I’m not sure I’ve ever been more thankful for my love of chocolate than I was that night. This event was an incredible, unexpected blessing. And I was so close to missing it all.

The author who spoke that night was Tam Hodge, and the event, essentially, was an interview with her about her book, And Now I Choose.

Tam is a lady who has a past you would never believe. And in her book, she takes you through the worst of it.

Tam’s earliest memory is of hearing violent yelling and the sounds of a man’s fist, who she did not know was her father, slamming against her mother’s jaw. She had knocked on their bedroom door, despite the commotion, to ask for a drink of water. And when her father opened the door, she saw a fist dripping with blood in her face. She was only three years old.

This event defines the trajectory for most of her early life.

From stories of the half-hour beatings she endured for not washing all of the dishes that left her swollen, bleeding, and unable to sit down, to the time her mother told her she didn’t want to see her again and kicked her out on the streets at 16, Tam endured it all.

Abuse. Abandonment. Neglect. Two abortions. Drugs. Alcohol. Suicide. Molestation.

Reading through the horrible events Tam was forced to experience leaves you wondering how she ever made it out. And meeting Tam, leaves you with even more questions of how in the world she became the person she is today after everything she went through.

But the premise of Tam’s book is that we have the power to choose.

We can’t choose what happens to us. We can’t choose our family. Our social class. Or how people treat us.
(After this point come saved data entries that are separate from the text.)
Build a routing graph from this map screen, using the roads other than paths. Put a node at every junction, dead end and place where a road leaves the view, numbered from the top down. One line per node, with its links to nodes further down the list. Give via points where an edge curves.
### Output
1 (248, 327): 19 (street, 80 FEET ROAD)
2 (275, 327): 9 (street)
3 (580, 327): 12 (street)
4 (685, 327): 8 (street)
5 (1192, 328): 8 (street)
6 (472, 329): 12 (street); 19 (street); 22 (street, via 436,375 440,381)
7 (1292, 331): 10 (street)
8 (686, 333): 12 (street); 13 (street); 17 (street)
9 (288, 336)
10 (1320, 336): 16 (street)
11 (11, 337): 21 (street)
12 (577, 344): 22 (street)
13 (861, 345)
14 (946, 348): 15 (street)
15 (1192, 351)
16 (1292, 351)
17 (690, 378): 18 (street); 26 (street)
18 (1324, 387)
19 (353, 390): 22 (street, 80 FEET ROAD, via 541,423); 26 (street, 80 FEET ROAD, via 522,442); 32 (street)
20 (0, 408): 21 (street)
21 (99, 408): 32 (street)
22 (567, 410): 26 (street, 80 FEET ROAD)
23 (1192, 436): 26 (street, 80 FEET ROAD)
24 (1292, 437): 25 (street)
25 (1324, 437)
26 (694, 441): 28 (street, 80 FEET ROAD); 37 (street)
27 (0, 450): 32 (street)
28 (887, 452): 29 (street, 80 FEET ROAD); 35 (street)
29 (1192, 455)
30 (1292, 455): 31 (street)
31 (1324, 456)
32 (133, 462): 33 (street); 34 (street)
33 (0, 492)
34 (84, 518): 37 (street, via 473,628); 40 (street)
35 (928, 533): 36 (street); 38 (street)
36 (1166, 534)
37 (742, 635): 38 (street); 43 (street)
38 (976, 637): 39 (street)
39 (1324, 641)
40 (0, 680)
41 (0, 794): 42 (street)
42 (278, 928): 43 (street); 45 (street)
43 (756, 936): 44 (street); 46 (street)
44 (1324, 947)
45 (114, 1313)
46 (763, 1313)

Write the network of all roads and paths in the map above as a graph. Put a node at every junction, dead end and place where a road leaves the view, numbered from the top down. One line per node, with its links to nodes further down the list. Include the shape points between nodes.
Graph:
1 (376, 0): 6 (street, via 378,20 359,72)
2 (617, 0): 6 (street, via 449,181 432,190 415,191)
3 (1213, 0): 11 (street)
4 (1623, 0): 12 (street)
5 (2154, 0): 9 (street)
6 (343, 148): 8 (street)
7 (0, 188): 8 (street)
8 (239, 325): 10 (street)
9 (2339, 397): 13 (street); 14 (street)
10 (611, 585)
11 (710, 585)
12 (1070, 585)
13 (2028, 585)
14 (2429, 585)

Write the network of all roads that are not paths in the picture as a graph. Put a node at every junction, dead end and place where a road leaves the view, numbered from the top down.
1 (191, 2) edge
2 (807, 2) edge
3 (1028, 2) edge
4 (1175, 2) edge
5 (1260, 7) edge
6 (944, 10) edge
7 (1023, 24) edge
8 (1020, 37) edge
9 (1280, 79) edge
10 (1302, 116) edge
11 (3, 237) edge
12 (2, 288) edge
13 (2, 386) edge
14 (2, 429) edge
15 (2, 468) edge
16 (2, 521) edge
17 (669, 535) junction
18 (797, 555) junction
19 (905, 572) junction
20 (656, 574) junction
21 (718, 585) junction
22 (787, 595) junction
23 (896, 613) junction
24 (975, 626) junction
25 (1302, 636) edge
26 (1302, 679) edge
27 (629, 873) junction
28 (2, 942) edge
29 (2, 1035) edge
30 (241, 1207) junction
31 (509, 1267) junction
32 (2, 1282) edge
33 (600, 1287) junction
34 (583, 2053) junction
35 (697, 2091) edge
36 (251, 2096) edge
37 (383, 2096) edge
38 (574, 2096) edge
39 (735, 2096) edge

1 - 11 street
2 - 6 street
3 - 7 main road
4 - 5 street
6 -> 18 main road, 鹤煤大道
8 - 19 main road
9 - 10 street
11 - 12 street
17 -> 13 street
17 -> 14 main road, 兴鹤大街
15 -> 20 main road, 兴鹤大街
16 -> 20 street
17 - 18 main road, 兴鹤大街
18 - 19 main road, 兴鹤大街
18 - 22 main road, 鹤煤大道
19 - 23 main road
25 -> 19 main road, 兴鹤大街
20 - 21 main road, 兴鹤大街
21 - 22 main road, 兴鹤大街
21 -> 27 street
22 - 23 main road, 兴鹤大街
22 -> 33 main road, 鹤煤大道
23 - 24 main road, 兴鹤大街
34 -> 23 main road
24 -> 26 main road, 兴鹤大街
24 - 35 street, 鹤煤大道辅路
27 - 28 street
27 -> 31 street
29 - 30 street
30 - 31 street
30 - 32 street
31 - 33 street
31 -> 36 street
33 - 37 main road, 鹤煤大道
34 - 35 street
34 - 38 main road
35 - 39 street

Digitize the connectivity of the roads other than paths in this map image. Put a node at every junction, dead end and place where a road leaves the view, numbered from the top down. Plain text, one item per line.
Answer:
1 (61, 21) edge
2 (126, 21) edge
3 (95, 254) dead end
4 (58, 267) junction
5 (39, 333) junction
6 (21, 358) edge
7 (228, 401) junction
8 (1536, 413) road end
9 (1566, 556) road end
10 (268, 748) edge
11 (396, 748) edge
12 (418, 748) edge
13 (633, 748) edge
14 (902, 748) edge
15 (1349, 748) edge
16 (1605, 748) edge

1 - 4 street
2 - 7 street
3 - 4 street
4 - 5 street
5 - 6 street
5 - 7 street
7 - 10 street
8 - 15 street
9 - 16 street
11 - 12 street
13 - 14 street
We can’t choose the things we have to endure. Or the circumstances, good or bad, that we are born into. We can’t choose whether our parents are married or divorced. And we can’t choose how they treat each other or us.

But we can choose what we do with it. We can choose to pray for the strength to overcome our circumstances. We can choose to be the bigger person and not retaliate. We can choose to acknowledge that people do have the power to hurt us, but we have the power to overcome it. We can choose to grow from our experiences. To use every stone thrown at us to build something beautiful. We can choose to treat people better than we were treated. And we can choose to forgive.

Sometimes, we look at people like Tam and hurt for them. We hurt for all of the things they went through that no one should ever be exposed to. We wish we could erase all of those experiences for them.

Sometimes, we look at our own lives and see things we wish we could erase. Maybe it’s things that have happened to us that were out of our control. Or maybe it’s mistakes we’ve made that we desperately wish we could take back.

But the thing about the past is, it’s crucial to the present.

So we can choose to accept it, or we can live our lives trying to fight it.

All of our past experiences, regardless of how small and insignificant, have made us the person we are today. So while we might look back and see moments that we wish we could erase, those moments are an integral part of the person we have become. And taking away any of those moments wouldn’t be simply erasing old memories. It would be changing the person we are in the present. Because without those moments, we aren’t who we are anymore.

Your past has made you who you are. And you’re a beautiful masterpiece, painted with scars.